What you are asked to do:
From the first entry to the last, restate everything word for word and exclude pictures.

======== Supplied material

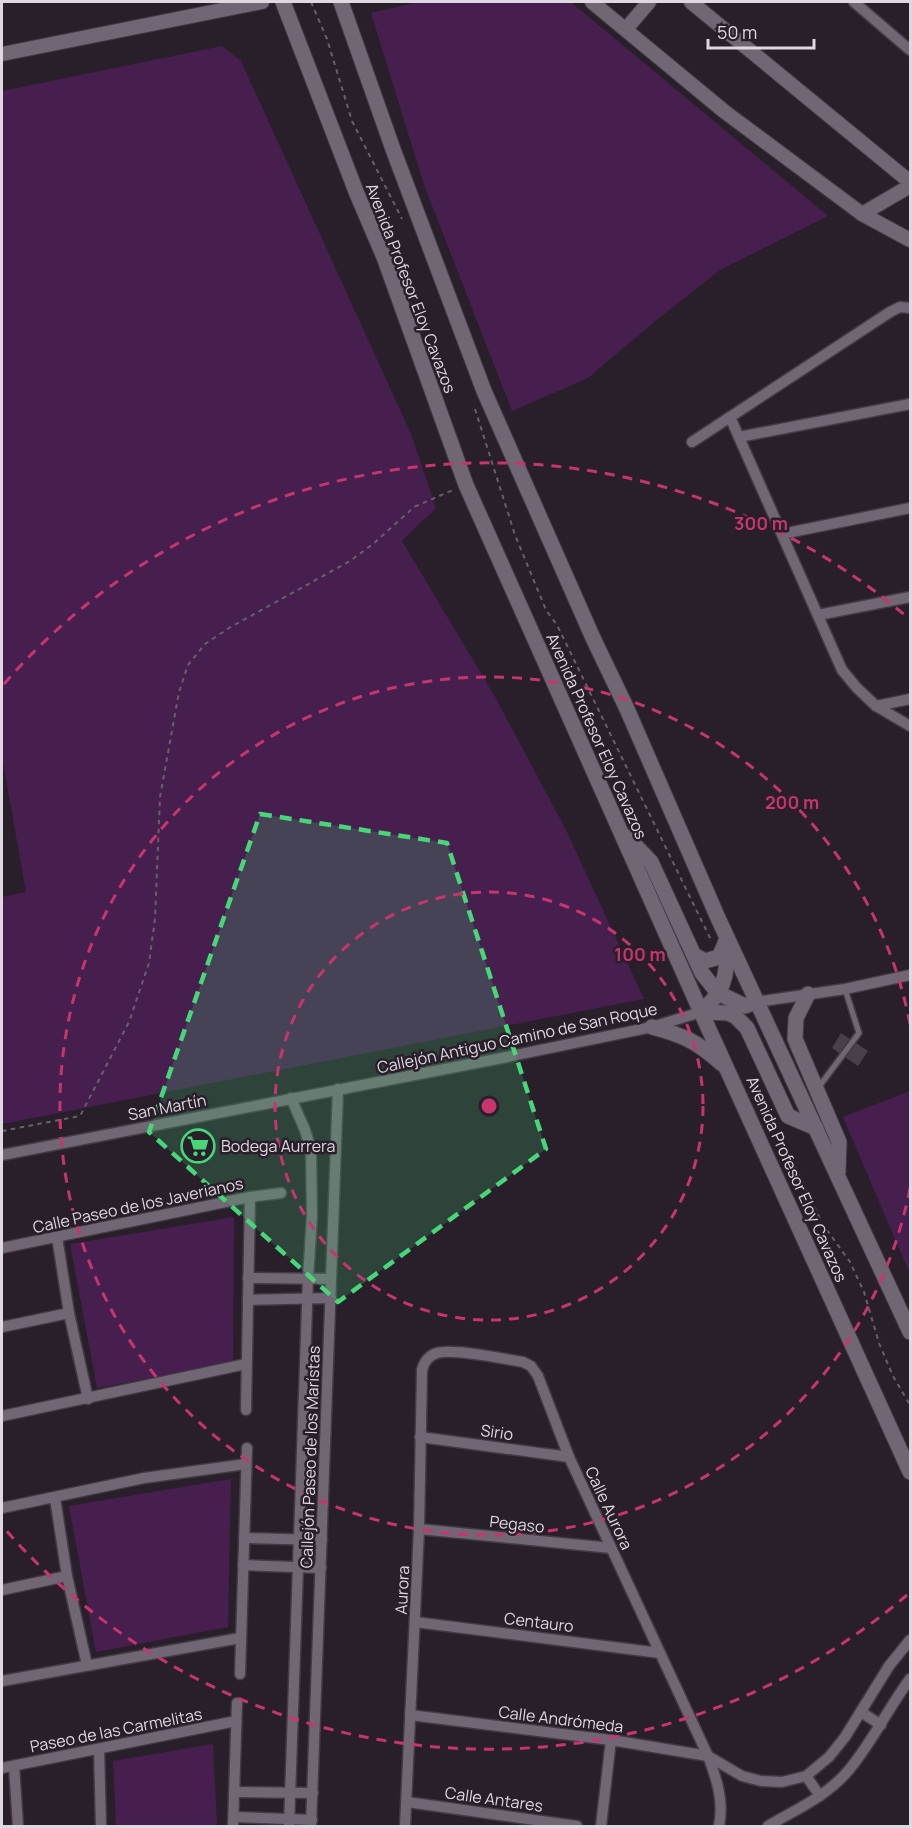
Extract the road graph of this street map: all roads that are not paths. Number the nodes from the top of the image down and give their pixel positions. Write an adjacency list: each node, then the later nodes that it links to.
1 (262, 2): 10 (street)
2 (283, 2): 26 (main road, Avenida Profesor Eloy Cavazos)
3 (341, 2): 27 (main road, Avenida Profesor Eloy Cavazos)
4 (592, 2): 8 (street)
5 (649, 2): 8 (street)
6 (691, 2): 11 (street)
7 (854, 2): 9 (street)
8 (626, 28): 12 (street)
9 (910, 50)
10 (2, 54)
11 (910, 184): 12 (street)
12 (862, 214): 13 (street)
13 (910, 240)
14 (910, 308): 16 (street)
15 (910, 404): 17 (street)
16 (730, 417): 17 (street); 18 (street)
17 (739, 437): 20 (street)
18 (692, 442)
19 (910, 508): 20 (street)
20 (782, 534): 22 (street)
21 (910, 597): 22 (street)
22 (818, 615): 24 (street)
23 (910, 699): 24 (street)
24 (876, 706): 25 (street)
25 (910, 726)
26 (619, 829): 29 (main road); 35 (main road, Avenida Profesor Eloy Cavazos)
27 (722, 927): 28 (main road); 34 (main road, Avenida Profesor Eloy Cavazos)
28 (722, 950): 29 (main road); 32 (main road)
29 (694, 955): 32 (main road)
30 (910, 975): 31 (street)
31 (845, 989): 33 (street); 39 (lane)
32 (718, 993): 34 (main road); 35 (main road)
33 (808, 994): 34 (street); 39 (main road)
34 (756, 1002): 41 (main road, Avenida Profesor Eloy Cavazos)
35 (701, 1012): 36 (street, Callejón Antiguo Camino de San Roque); 37 (main road, Avenida Profesor Eloy Cavazos); 41 (main road)
36 (652, 1027): 37 (main road); 38 (street, Callejón Antiguo Camino de San Roque)
37 (727, 1068): 66 (main road, Avenida Profesor Eloy Cavazos)
38 (338, 1089): 40 (street, San Martín); 50 (street, Callejón Paseo de los Marístas)
39 (817, 1090): 43 (main road)
40 (291, 1098): 42 (street, San Martín); 49 (street, Callejón Paseo de los Marístas)
41 (816, 1128): 43 (main road, Avenida Profesor Eloy Cavazos)
42 (2, 1155)
43 (838, 1174): 56 (main road, Avenida Profesor Eloy Cavazos)
44 (281, 1193): 45 (street, Calle Paseo de los Javerianos)
45 (250, 1197): 46 (street, Calle Paseo de los Javerianos); 48 (street)
46 (57, 1238): 47 (street, Calle Paseo de los Javerianos); 54 (street)
47 (2, 1248)
48 (248, 1278): 49 (street); 53 (street)
49 (308, 1278): 50 (street); 51 (street, Callejón Paseo de los Marístas)
50 (331, 1279): 52 (street, Callejón Paseo de los Marístas)
51 (307, 1298): 52 (street); 53 (street); 71 (street, Callejón Paseo de los Marístas)
52 (330, 1298): 72 (street, Callejón Paseo de los Marístas)
53 (248, 1300): 58 (street)
54 (69, 1313): 55 (street); 59 (street)
55 (2, 1328)
56 (910, 1332)
57 (430, 1357): 62 (street, Aurora); 64 (street, Calle Aurora)
58 (246, 1364): 59 (street); 60 (street)
59 (88, 1399): 61 (street)
60 (246, 1410)
61 (2, 1416)
62 (420, 1437): 64 (street, Sirio); 69 (street, Aurora)
63 (247, 1448): 65 (street)
64 (569, 1457): 73 (street, Calle Aurora)
65 (246, 1464): 67 (street); 70 (street)
66 (910, 1472)
67 (55, 1498): 68 (street); 77 (street)
68 (2, 1508)
69 (419, 1529): 73 (street, Pegaso); 79 (street, Aurora)
70 (244, 1538): 71 (street); 74 (street)
71 (298, 1539): 72 (street); 75 (street, Callejón Paseo de los Marístas)
72 (322, 1540): 76 (street, Callejón Paseo de los Marístas)
73 (612, 1548): 82 (street, Calle Aurora)
74 (243, 1565): 75 (street); 80 (street)
75 (298, 1566): 76 (street); 99 (street, Callejón Paseo de los Marístas)
76 (321, 1568): 100 (street, Callejón Paseo de los Marístas)
77 (67, 1576): 78 (street); 83 (street)
78 (2, 1590)
79 (415, 1622): 82 (street, Centauro); 89 (street, Aurora)
80 (240, 1638): 83 (street); 84 (street)
81 (910, 1640): 88 (street)
82 (660, 1653): 94 (street, Calle Aurora)
83 (87, 1665): 86 (street)
84 (240, 1674)
85 (910, 1679): 91 (street)
86 (2, 1681)
87 (237, 1703): 90 (street)
88 (861, 1712): 91 (street); 97 (street)
89 (410, 1715): 92 (street, Calle Andrómeda); 102 (street, Aurora)
90 (236, 1721): 93 (street, Paseo de las Carmelitas); 98 (street)
91 (881, 1725): 101 (street)
92 (611, 1740): 94 (street, Calle Andrómeda); 110 (street)
93 (99, 1749): 95 (street, Paseo de las Carmelitas); 107 (street)
94 (708, 1756): 97 (street); 111 (street, Calle Aurora)
95 (14, 1766): 96 (street, Paseo de las Carmelitas); 106 (street)
96 (2, 1768)
97 (806, 1776): 101 (street)
98 (234, 1792): 99 (street); 103 (street)
99 (291, 1793): 100 (street); 104 (street, Callejón Paseo de los Marístas)
100 (313, 1793): 105 (street, Callejón Paseo de los Marístas)
101 (820, 1796): 112 (street)
102 (407, 1802): 108 (street, Aurora); 109 (street, Calle Antares)
103 (233, 1822): 104 (street)
104 (290, 1823): 105 (street)
105 (312, 1823)
106 (18, 1827)
107 (101, 1827)
108 (405, 1827)
109 (577, 1827)
110 (601, 1827)
111 (720, 1827)
112 (768, 1827)

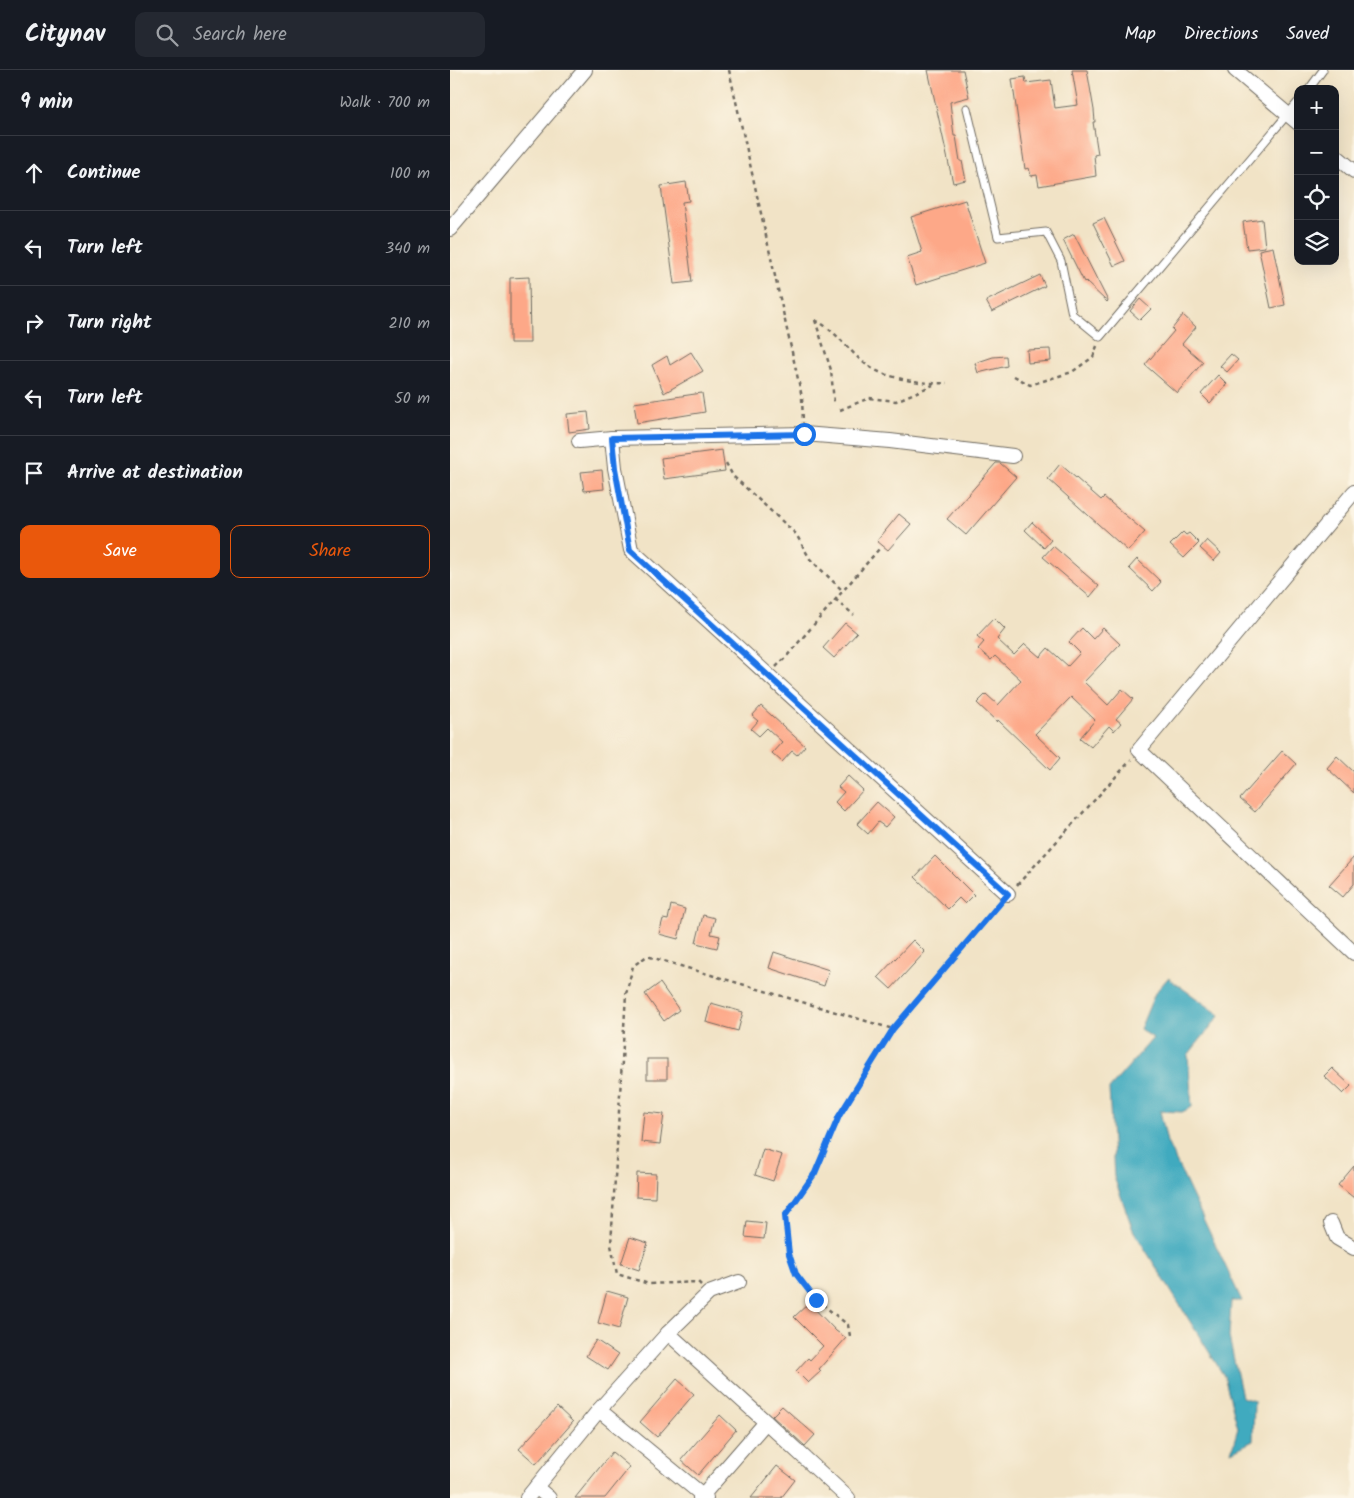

================

The completed task:
Extract the road graph of this street map: all roads that are not paths. Number the nodes from the top of the image down and give their pixel positions. Write an adjacency list: each node, then the later nodes that it links to.
1 (262, 2): 10 (street)
2 (283, 2): 26 (main road, Avenida Profesor Eloy Cavazos)
3 (341, 2): 27 (main road, Avenida Profesor Eloy Cavazos)
4 (592, 2): 8 (street)
5 (649, 2): 8 (street)
6 (691, 2): 11 (street)
7 (854, 2): 9 (street)
8 (626, 28): 12 (street)
9 (910, 50)
10 (2, 54)
11 (910, 184): 12 (street)
12 (862, 214): 13 (street)
13 (910, 240)
14 (910, 308): 16 (street)
15 (910, 404): 17 (street)
16 (730, 417): 17 (street); 18 (street)
17 (739, 437): 20 (street)
18 (692, 442)
19 (910, 508): 20 (street)
20 (782, 534): 22 (street)
21 (910, 597): 22 (street)
22 (818, 615): 24 (street)
23 (910, 699): 24 (street)
24 (876, 706): 25 (street)
25 (910, 726)
26 (619, 829): 29 (main road); 35 (main road, Avenida Profesor Eloy Cavazos)
27 (722, 927): 28 (main road); 34 (main road, Avenida Profesor Eloy Cavazos)
28 (722, 950): 29 (main road); 32 (main road)
29 (694, 955): 32 (main road)
30 (910, 975): 31 (street)
31 (845, 989): 33 (street); 39 (lane)
32 (718, 993): 34 (main road); 35 (main road)
33 (808, 994): 34 (street); 39 (main road)
34 (756, 1002): 41 (main road, Avenida Profesor Eloy Cavazos)
35 (701, 1012): 36 (street, Callejón Antiguo Camino de San Roque); 37 (main road, Avenida Profesor Eloy Cavazos); 41 (main road)
36 (652, 1027): 37 (main road); 38 (street, Callejón Antiguo Camino de San Roque)
37 (727, 1068): 66 (main road, Avenida Profesor Eloy Cavazos)
38 (338, 1089): 40 (street, San Martín); 50 (street, Callejón Paseo de los Marístas)
39 (817, 1090): 43 (main road)
40 (291, 1098): 42 (street, San Martín); 49 (street, Callejón Paseo de los Marístas)
41 (816, 1128): 43 (main road, Avenida Profesor Eloy Cavazos)
42 (2, 1155)
43 (838, 1174): 56 (main road, Avenida Profesor Eloy Cavazos)
44 (281, 1193): 45 (street, Calle Paseo de los Javerianos)
45 (250, 1197): 46 (street, Calle Paseo de los Javerianos); 48 (street)
46 (57, 1238): 47 (street, Calle Paseo de los Javerianos); 54 (street)
47 (2, 1248)
48 (248, 1278): 49 (street); 53 (street)
49 (308, 1278): 50 (street); 51 (street, Callejón Paseo de los Marístas)
50 (331, 1279): 52 (street, Callejón Paseo de los Marístas)
51 (307, 1298): 52 (street); 53 (street); 71 (street, Callejón Paseo de los Marístas)
52 (330, 1298): 72 (street, Callejón Paseo de los Marístas)
53 (248, 1300): 58 (street)
54 (69, 1313): 55 (street); 59 (street)
55 (2, 1328)
56 (910, 1332)
57 (430, 1357): 62 (street, Aurora); 64 (street, Calle Aurora)
58 (246, 1364): 59 (street); 60 (street)
59 (88, 1399): 61 (street)
60 (246, 1410)
61 (2, 1416)
62 (420, 1437): 64 (street, Sirio); 69 (street, Aurora)
63 (247, 1448): 65 (street)
64 (569, 1457): 73 (street, Calle Aurora)
65 (246, 1464): 67 (street); 70 (street)
66 (910, 1472)
67 (55, 1498): 68 (street); 77 (street)
68 (2, 1508)
69 (419, 1529): 73 (street, Pegaso); 79 (street, Aurora)
70 (244, 1538): 71 (street); 74 (street)
71 (298, 1539): 72 (street); 75 (street, Callejón Paseo de los Marístas)
72 (322, 1540): 76 (street, Callejón Paseo de los Marístas)
73 (612, 1548): 82 (street, Calle Aurora)
74 (243, 1565): 75 (street); 80 (street)
75 (298, 1566): 76 (street); 99 (street, Callejón Paseo de los Marístas)
76 (321, 1568): 100 (street, Callejón Paseo de los Marístas)
77 (67, 1576): 78 (street); 83 (street)
78 (2, 1590)
79 (415, 1622): 82 (street, Centauro); 89 (street, Aurora)
80 (240, 1638): 83 (street); 84 (street)
81 (910, 1640): 88 (street)
82 (660, 1653): 94 (street, Calle Aurora)
83 (87, 1665): 86 (street)
84 (240, 1674)
85 (910, 1679): 91 (street)
86 (2, 1681)
87 (237, 1703): 90 (street)
88 (861, 1712): 91 (street); 97 (street)
89 (410, 1715): 92 (street, Calle Andrómeda); 102 (street, Aurora)
90 (236, 1721): 93 (street, Paseo de las Carmelitas); 98 (street)
91 (881, 1725): 101 (street)
92 (611, 1740): 94 (street, Calle Andrómeda); 110 (street)
93 (99, 1749): 95 (street, Paseo de las Carmelitas); 107 (street)
94 (708, 1756): 97 (street); 111 (street, Calle Aurora)
95 (14, 1766): 96 (street, Paseo de las Carmelitas); 106 (street)
96 (2, 1768)
97 (806, 1776): 101 (street)
98 (234, 1792): 99 (street); 103 (street)
99 (291, 1793): 100 (street); 104 (street, Callejón Paseo de los Marístas)
100 (313, 1793): 105 (street, Callejón Paseo de los Marístas)
101 (820, 1796): 112 (street)
102 (407, 1802): 108 (street, Aurora); 109 (street, Calle Antares)
103 (233, 1822): 104 (street)
104 (290, 1823): 105 (street)
105 (312, 1823)
106 (18, 1827)
107 (101, 1827)
108 (405, 1827)
109 (577, 1827)
110 (601, 1827)
111 (720, 1827)
112 (768, 1827)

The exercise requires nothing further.